Well, we're here. We hit all the big name places: Murdo, SD; Lusk, WY; Jackson, WY (OK, I guess that one counts), and Pyramid Lake, NV.
Pyramid Lake is the largest desert lake in the US. It nestles in the brown hills of Nevada on an Indian reservation. We got there early and stopped by the local bar to get an overnight permit for $10. We found a campsite and then drove down to Reno for dinner.
One of the best things we did for the trip was order this book. The authors tracked down diners and restaurants around the country. We sampled Bob's in Sioux Falls (We loved it, especially the sweet corn), Yellowstone Drug in Wyoming (so-so) and Idle Isle in Brigham City, UT (nice pie, great 1920's style, ok food). Eating at local hangouts gave us a better sample of local people and local tastes. Sadly, in middle America, local tastes are frequently bland and fattening. We're enjoying the option of Asian noodles as 'fast food' here in California.
In contrast, the only restaurants listed in Nevada featured Basque food. We didn't understand until we went to Louie's Basque corner in Reno where we sat family style at a long table. It turned out the three women at the table were from Winnemuca, NV. Apparently large numbers of both Spanish and French Basque moved to Nevada in the 1800's as sheepherders. Every June at the Basque festival in Elko, NV they have a running of the bulls. We had a first course of beef tongue with an option of sweetbread for the entree. We opted for lamb and pork instead. We assumed the french fries were an Americanization of whatever Basques eat in Europe.
Back at the lake we had to revise our tent/dog experiment. As we drove into the campsite the noise of the car startled countless rabbits. Muttola pressed against the window whining and twisting her neck to watch them as they scurried away.
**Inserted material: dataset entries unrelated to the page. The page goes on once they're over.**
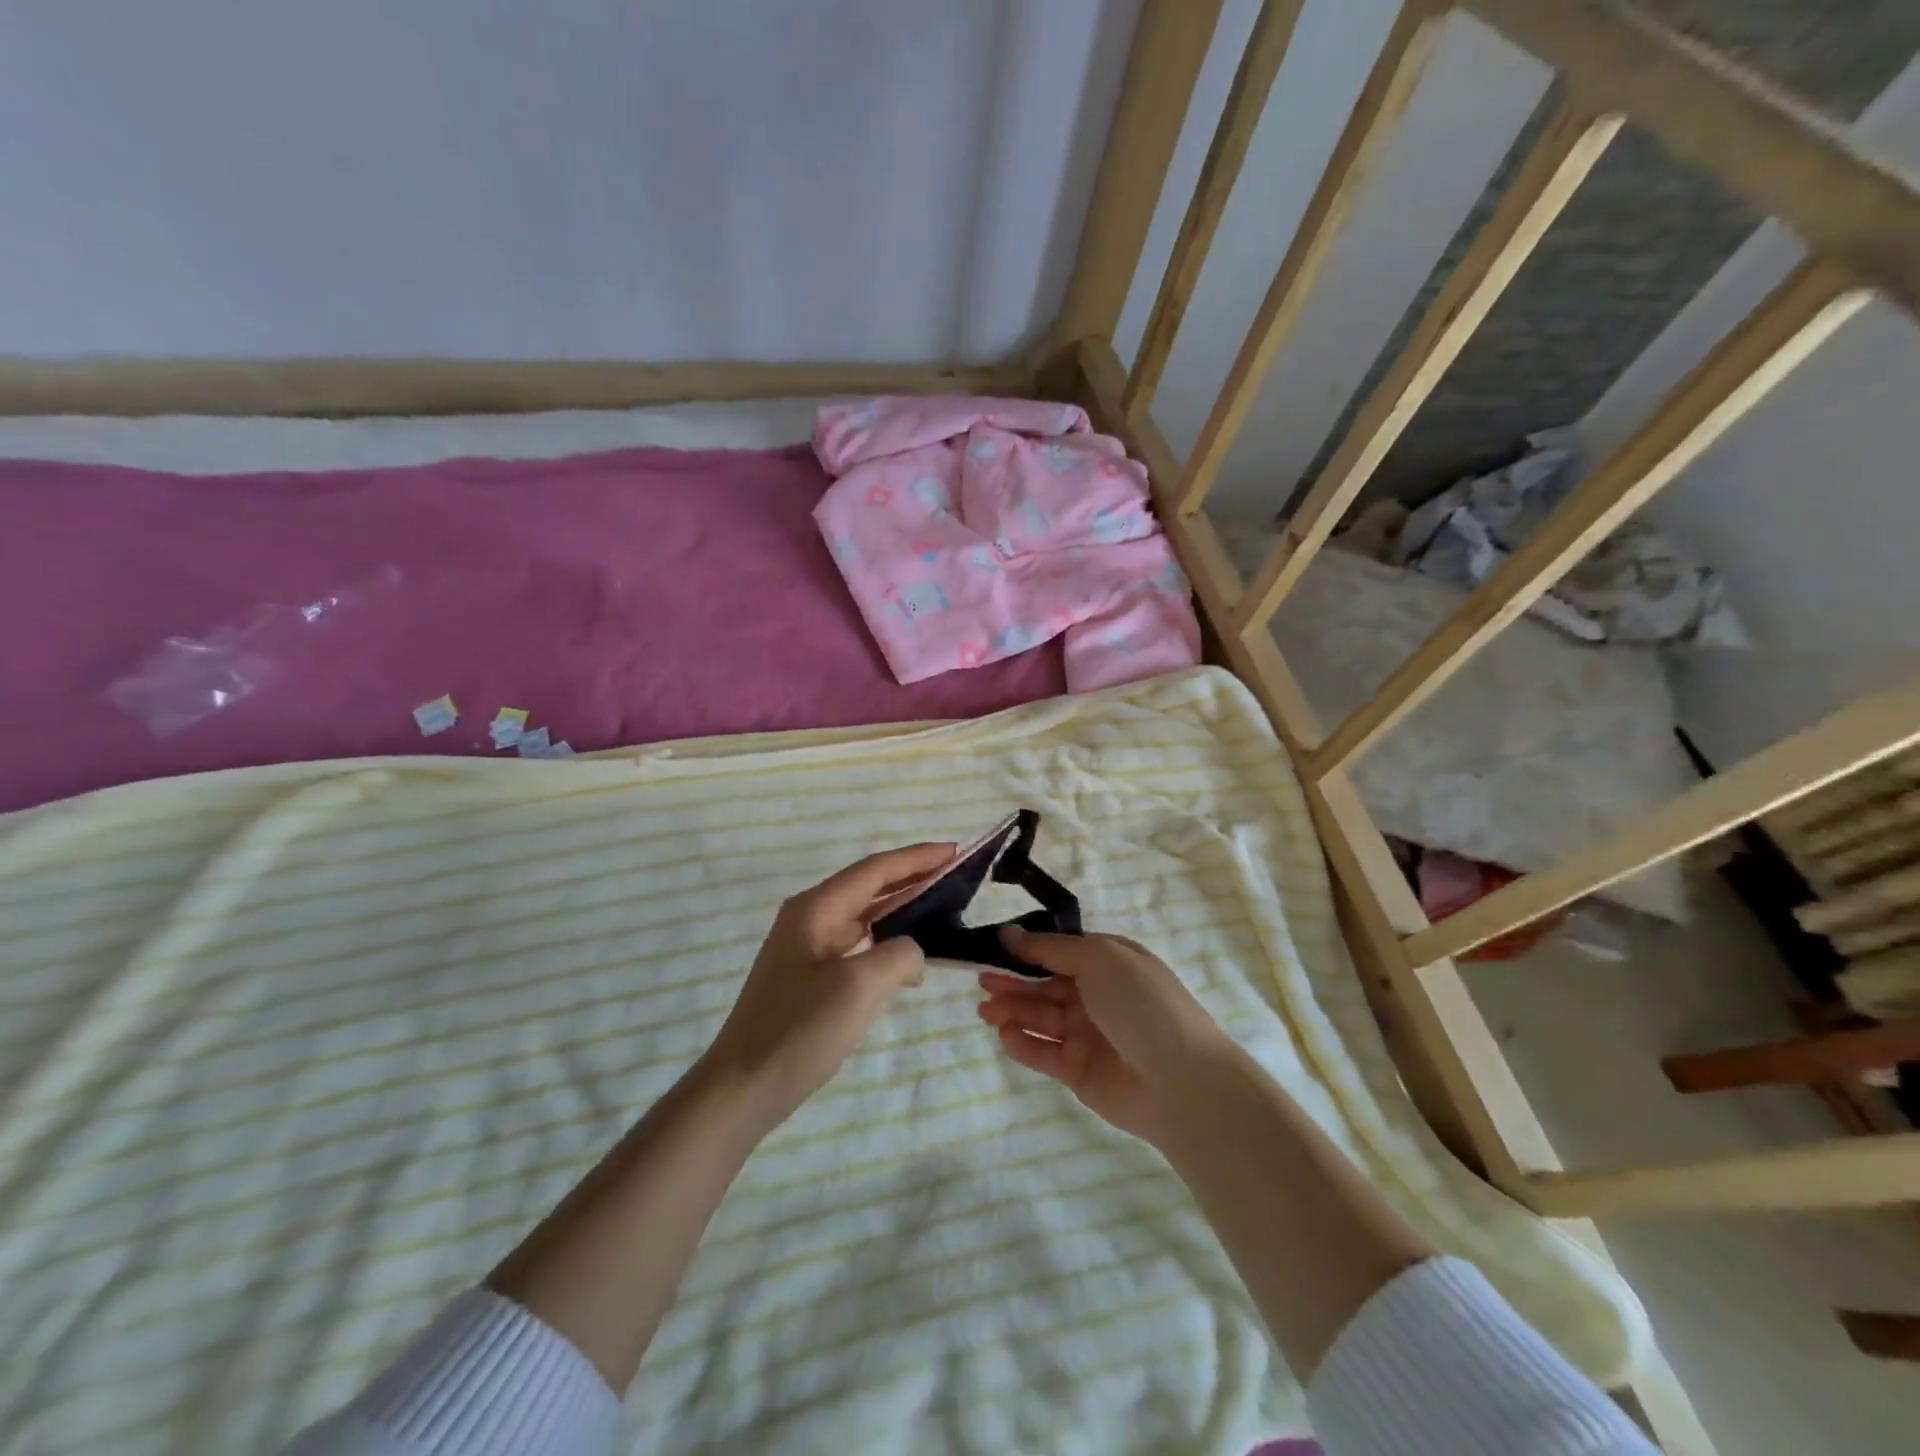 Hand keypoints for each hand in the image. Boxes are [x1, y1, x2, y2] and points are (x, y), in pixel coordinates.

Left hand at [703, 842, 955, 1126]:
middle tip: (957, 876)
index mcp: (816, 908)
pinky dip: (888, 941)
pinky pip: (858, 943)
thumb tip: (913, 954)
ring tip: (942, 908)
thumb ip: (900, 954)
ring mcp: (807, 947)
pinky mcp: (810, 975)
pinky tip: (909, 956)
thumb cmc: (800, 1030)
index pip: (876, 869)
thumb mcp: (860, 986)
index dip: (918, 858)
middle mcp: (810, 917)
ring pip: (865, 915)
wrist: (743, 1087)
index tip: (955, 851)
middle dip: (914, 877)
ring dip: (903, 908)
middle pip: (870, 886)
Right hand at [977, 929, 1233, 1144]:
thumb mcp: (1099, 958)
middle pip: (1045, 985)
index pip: (1059, 951)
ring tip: (984, 1009)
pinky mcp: (1080, 1072)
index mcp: (1108, 963)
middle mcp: (1097, 996)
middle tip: (981, 981)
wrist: (1181, 1081)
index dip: (1026, 949)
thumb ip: (1050, 948)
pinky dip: (1023, 1044)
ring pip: (1041, 1018)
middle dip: (1013, 981)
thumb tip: (1009, 934)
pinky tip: (1004, 1035)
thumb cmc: (1141, 1005)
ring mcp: (1088, 1035)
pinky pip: (1044, 1053)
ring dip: (1012, 1011)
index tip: (992, 946) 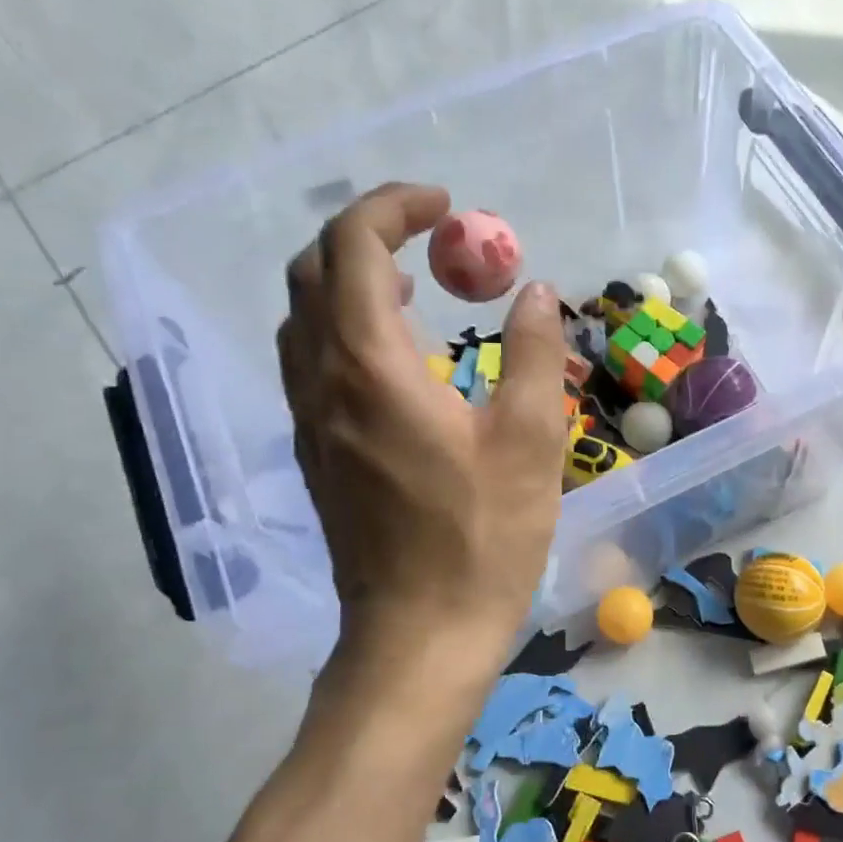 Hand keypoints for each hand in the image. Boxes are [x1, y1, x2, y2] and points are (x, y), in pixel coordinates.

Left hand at [278, 184, 568, 662]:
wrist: (419, 634)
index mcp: (370, 368)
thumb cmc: (481, 540)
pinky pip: (313, 363)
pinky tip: (400, 360)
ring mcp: (310, 421)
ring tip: (416, 286)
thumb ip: (534, 355)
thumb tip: (536, 293)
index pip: (354, 246)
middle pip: (315, 272)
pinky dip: (346, 329)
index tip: (448, 207)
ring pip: (306, 319)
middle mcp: (322, 383)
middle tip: (432, 241)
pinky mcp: (316, 454)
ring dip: (352, 281)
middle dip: (367, 234)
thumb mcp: (530, 443)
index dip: (394, 207) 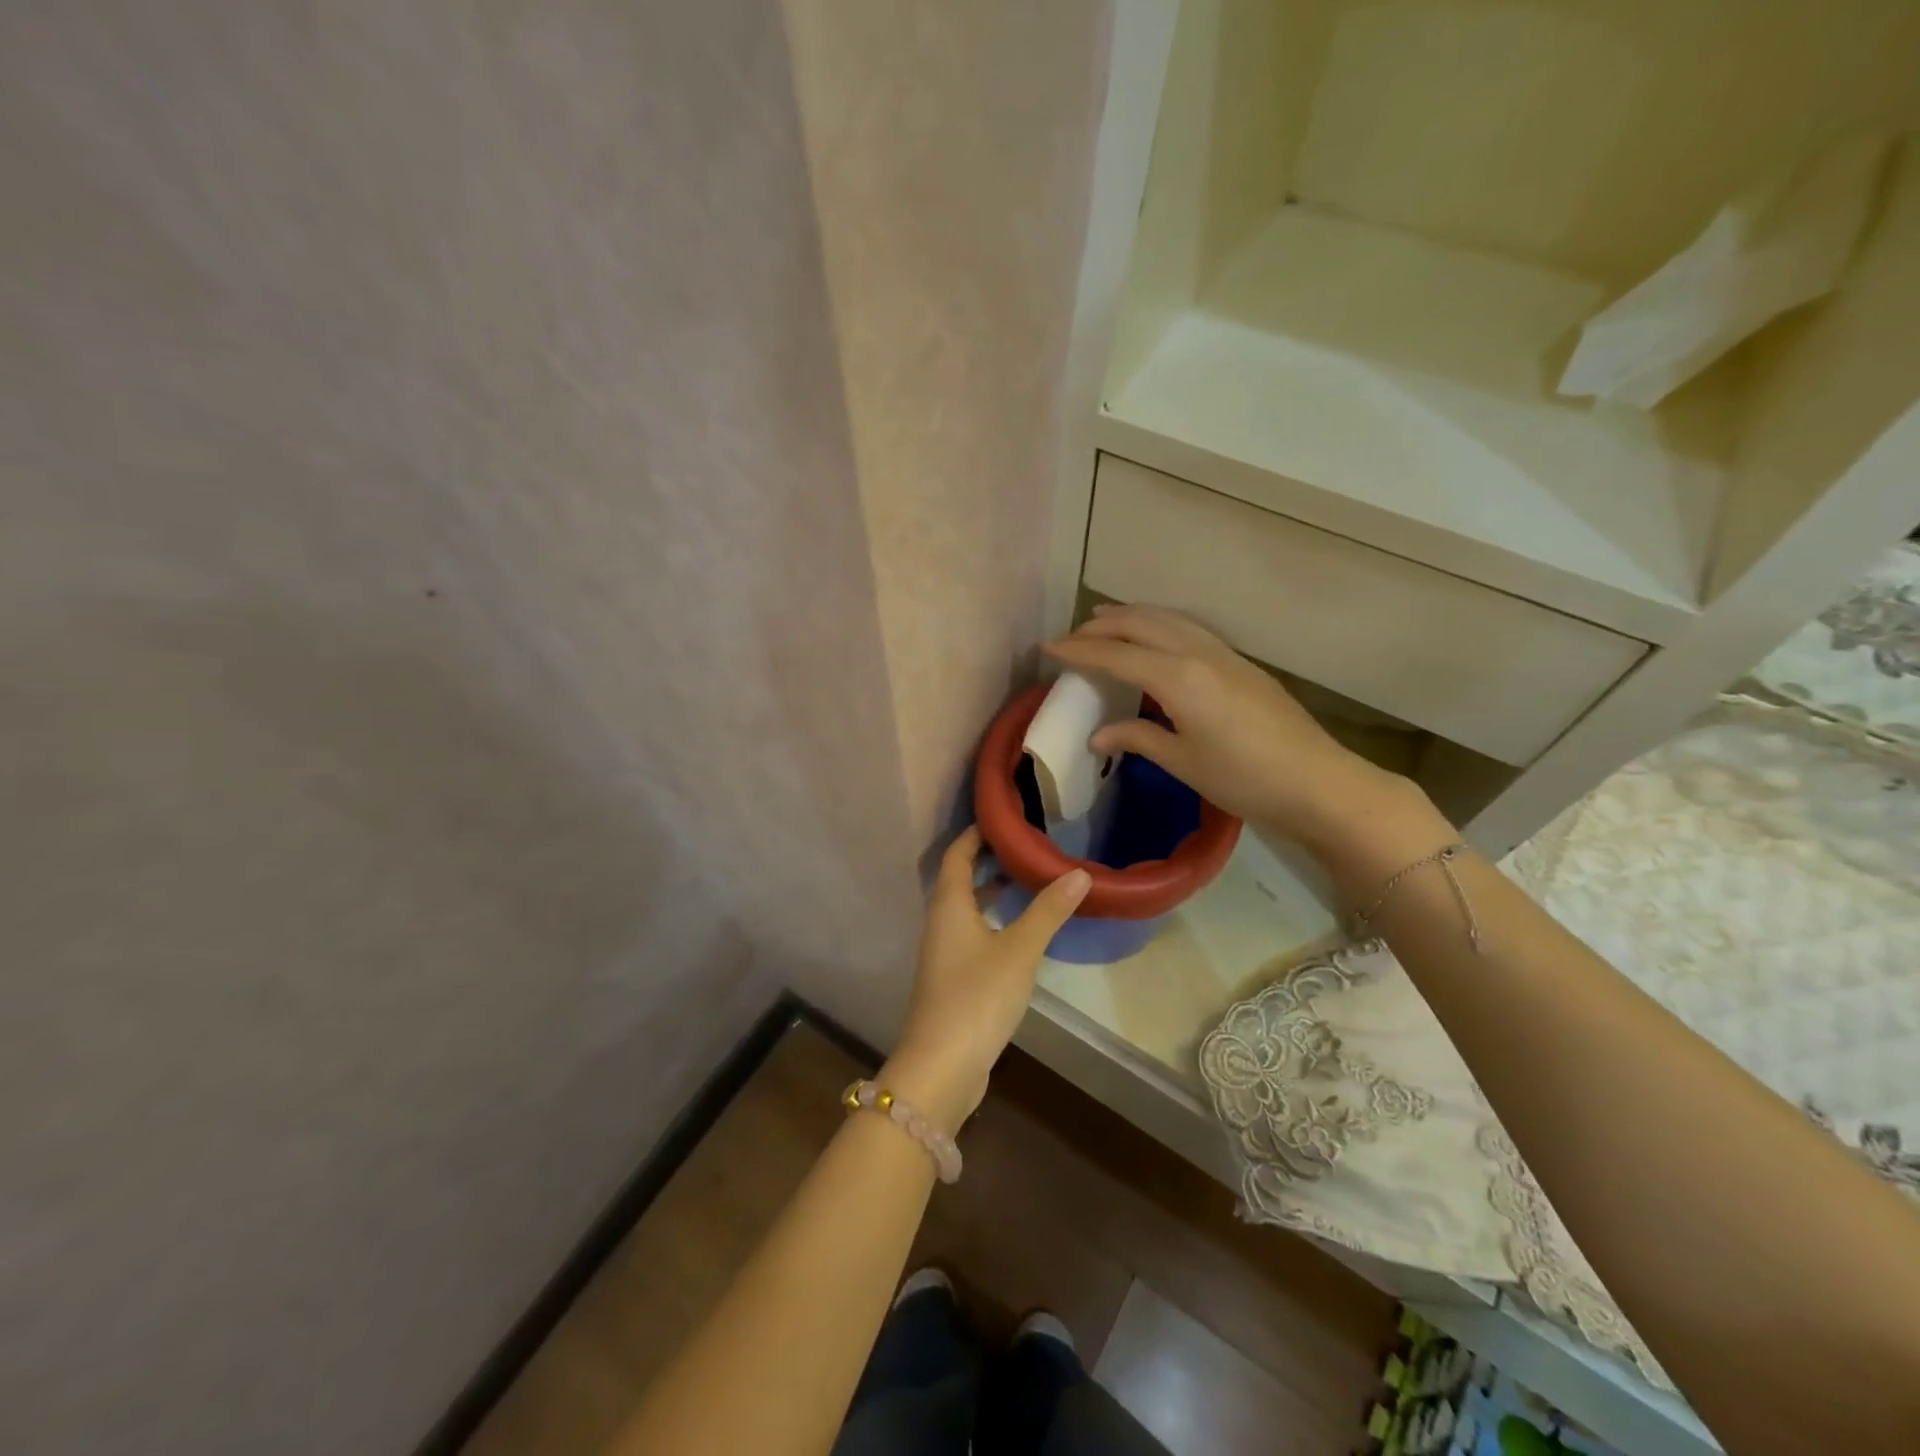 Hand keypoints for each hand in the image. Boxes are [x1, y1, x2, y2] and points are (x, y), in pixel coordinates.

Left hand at [883, 827, 1090, 1130]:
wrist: (942, 1066)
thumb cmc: (977, 996)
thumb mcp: (1019, 950)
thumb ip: (1048, 910)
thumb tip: (1079, 872)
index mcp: (948, 905)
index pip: (957, 854)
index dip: (976, 834)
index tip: (1004, 818)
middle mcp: (940, 923)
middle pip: (960, 879)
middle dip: (988, 861)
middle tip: (1026, 847)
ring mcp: (944, 954)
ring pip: (966, 909)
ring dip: (991, 893)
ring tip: (1028, 882)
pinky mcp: (953, 980)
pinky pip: (972, 935)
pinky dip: (993, 922)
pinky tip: (1019, 934)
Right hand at [1044, 603, 1409, 849]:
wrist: (1319, 782)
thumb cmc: (1244, 779)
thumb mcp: (1184, 762)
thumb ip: (1139, 738)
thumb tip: (1099, 735)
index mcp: (1179, 678)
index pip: (1117, 655)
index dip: (1078, 650)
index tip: (1047, 647)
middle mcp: (1200, 653)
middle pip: (1142, 623)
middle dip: (1103, 625)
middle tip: (1073, 635)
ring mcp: (1225, 655)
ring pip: (1170, 619)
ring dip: (1133, 616)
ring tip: (1106, 622)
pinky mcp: (1242, 664)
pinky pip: (1189, 629)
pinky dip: (1160, 625)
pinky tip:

We realized she would spend the whole night trying to chase them so we decided to spend the night in the car. Now, car sleeping is a great plan if you secretly want lots of opportunity to stare at the desert stars as you twist and turn in vain effort to get comfortable. I never knew that the Milky Way could get bright enough to dim the outlines of familiar constellations. As usual, as soon as one camps and has no easy access to a toilet, one develops an incessant need to go to the bathroom. In a tent, there's the sound of a quiet zipper. In a car... the light turns on, the door creaks, slams, and re-slams on re-entry. None of us slept much. But the stars were worth it.